Traduction du contenu de l’article (Résumé):

L’infection du système nerveux central (SNC) constitue un événement sévère et souvent fatal au cours des maladies provoquées par des microbes présentant des cycles de vie principalement intracellulaires. A titre d’exemple citons la bactérie intracellulaire facultative Listeria monocytogenes, Mycobacterium tuberculosis, Brucella et Salmonella spp. Ainsi que les microbes intracelullaires obligatoires tels que ceux qui appartiennent à la famille des Rickettsiaceae et  and Tropheryma whipplei.
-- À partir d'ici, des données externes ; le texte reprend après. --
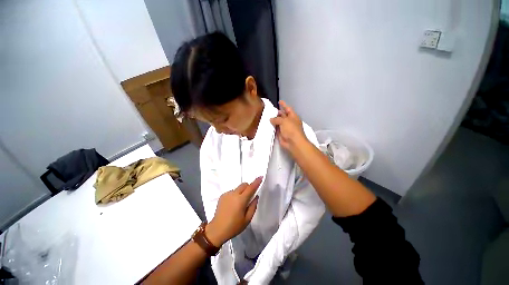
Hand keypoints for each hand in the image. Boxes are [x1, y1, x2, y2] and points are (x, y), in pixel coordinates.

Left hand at [205, 177, 261, 246]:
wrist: (217, 230)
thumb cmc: (234, 226)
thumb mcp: (247, 219)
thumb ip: (253, 206)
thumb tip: (256, 196)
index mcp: (241, 200)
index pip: (251, 188)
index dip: (256, 182)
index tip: (261, 177)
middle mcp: (234, 194)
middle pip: (244, 185)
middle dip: (248, 187)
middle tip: (249, 196)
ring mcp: (227, 194)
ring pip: (238, 188)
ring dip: (241, 192)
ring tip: (239, 203)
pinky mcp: (222, 196)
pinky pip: (232, 192)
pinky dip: (235, 195)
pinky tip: (232, 205)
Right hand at [270, 100, 308, 153]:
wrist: (293, 143)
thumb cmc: (291, 129)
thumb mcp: (284, 121)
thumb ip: (277, 119)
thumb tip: (271, 119)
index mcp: (293, 116)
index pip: (288, 108)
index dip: (284, 105)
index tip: (279, 101)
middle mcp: (289, 121)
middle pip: (283, 115)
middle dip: (277, 113)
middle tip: (270, 110)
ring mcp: (285, 128)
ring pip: (279, 122)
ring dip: (274, 120)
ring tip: (267, 116)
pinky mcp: (281, 134)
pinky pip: (276, 129)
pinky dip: (272, 127)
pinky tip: (267, 125)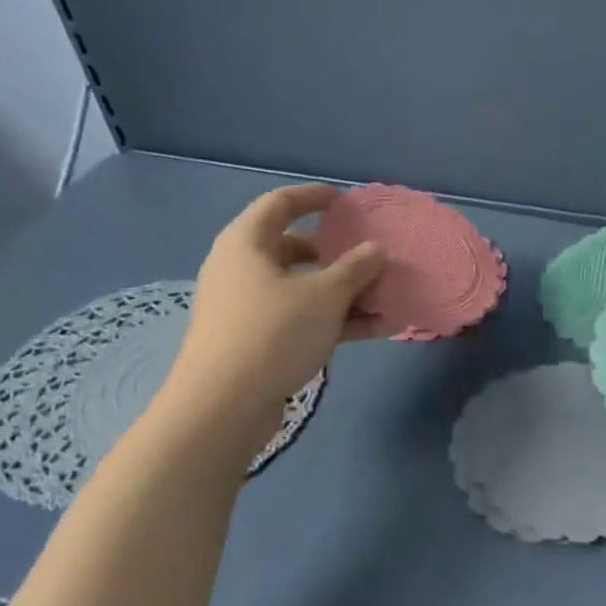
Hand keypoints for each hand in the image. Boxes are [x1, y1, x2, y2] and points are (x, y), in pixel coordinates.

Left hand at [153, 185, 385, 449]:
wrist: (222, 408)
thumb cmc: (273, 333)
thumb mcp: (324, 296)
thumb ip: (355, 268)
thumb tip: (377, 248)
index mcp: (246, 243)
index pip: (280, 203)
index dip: (313, 197)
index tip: (344, 200)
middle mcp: (240, 269)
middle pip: (292, 248)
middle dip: (335, 254)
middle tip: (367, 257)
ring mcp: (245, 307)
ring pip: (300, 288)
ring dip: (342, 292)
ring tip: (383, 299)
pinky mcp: (254, 341)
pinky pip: (299, 318)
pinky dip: (332, 319)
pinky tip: (373, 330)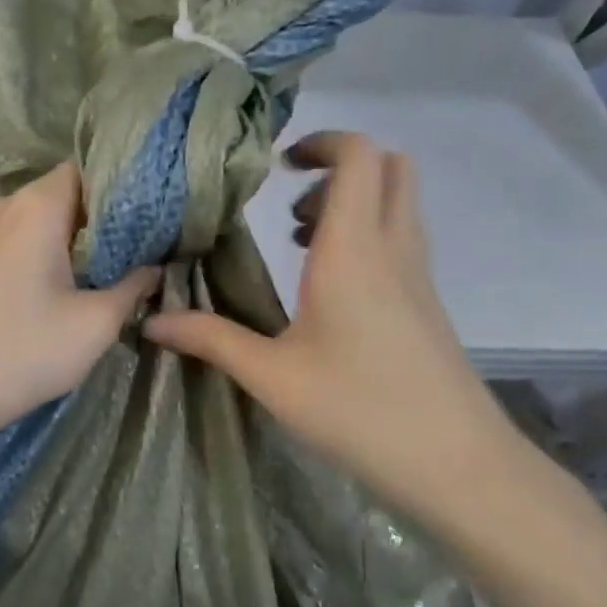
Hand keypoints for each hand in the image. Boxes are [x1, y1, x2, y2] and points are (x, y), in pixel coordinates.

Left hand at [0, 162, 158, 445]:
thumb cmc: (22, 355)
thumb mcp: (94, 326)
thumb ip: (133, 287)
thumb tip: (152, 268)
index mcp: (35, 206)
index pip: (88, 170)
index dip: (121, 191)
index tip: (145, 224)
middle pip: (59, 195)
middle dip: (94, 222)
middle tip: (127, 256)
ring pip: (30, 221)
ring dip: (60, 242)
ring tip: (88, 278)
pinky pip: (4, 242)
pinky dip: (29, 256)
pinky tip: (41, 292)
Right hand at [143, 132, 526, 527]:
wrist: (454, 463)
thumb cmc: (357, 410)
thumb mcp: (271, 377)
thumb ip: (211, 340)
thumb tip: (152, 321)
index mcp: (353, 251)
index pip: (358, 156)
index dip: (321, 143)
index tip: (277, 167)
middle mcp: (394, 249)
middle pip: (390, 167)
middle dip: (339, 168)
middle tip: (288, 207)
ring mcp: (419, 276)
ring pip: (399, 204)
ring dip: (353, 204)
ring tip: (298, 246)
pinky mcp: (427, 305)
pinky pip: (402, 240)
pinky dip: (368, 237)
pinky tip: (328, 290)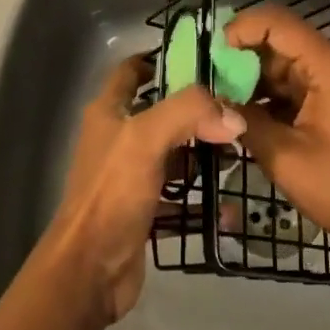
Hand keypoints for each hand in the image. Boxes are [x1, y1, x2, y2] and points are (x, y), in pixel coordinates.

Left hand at [44, 55, 243, 323]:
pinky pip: (179, 196)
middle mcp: (117, 138)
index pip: (132, 70)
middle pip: (161, 111)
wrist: (89, 271)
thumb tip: (233, 116)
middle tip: (237, 109)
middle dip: (197, 110)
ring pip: (173, 153)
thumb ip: (189, 113)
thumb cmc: (112, 193)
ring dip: (203, 153)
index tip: (204, 59)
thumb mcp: (146, 138)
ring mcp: (129, 176)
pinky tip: (229, 205)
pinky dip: (202, 198)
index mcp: (108, 112)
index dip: (161, 59)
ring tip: (240, 152)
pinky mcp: (143, 209)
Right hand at [226, 5, 329, 257]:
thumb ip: (246, 122)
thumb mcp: (287, 159)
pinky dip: (269, 95)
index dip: (239, 30)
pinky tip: (244, 116)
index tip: (209, 56)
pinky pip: (295, 83)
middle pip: (278, 42)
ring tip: (218, 103)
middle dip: (239, 60)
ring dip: (252, 81)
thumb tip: (212, 102)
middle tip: (205, 86)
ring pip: (283, 63)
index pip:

Malheureusement les mécanismes utilisés par les pathogènes intracellulaires bactériales pour rentrer dans le SNC sont moins connus que ceux utilisés par les pathogènes bactériales présentant un cycle de vie extra cellulaire. Le but de cet étude est d’établir la manière dont ces pathogènes intracellulaires bactériales infectent le Système nerveux central. Cet étude résume les découvertes cliniques et pathologiques liées aux infections du SNC chez les humains et comprend des données expérimentales à partir du model animal qui expliquent la façon dont ces microbes pénètrent dans le SNC. Des données récentes montrent que L. monocytogenes peut envahir le SNC par le biais de plusieurs mécanismes ce qui constitue un modèle utile afin de discuter les différents voies de néuro invasion utilisées par les pathogènes intracelullaires bactériales.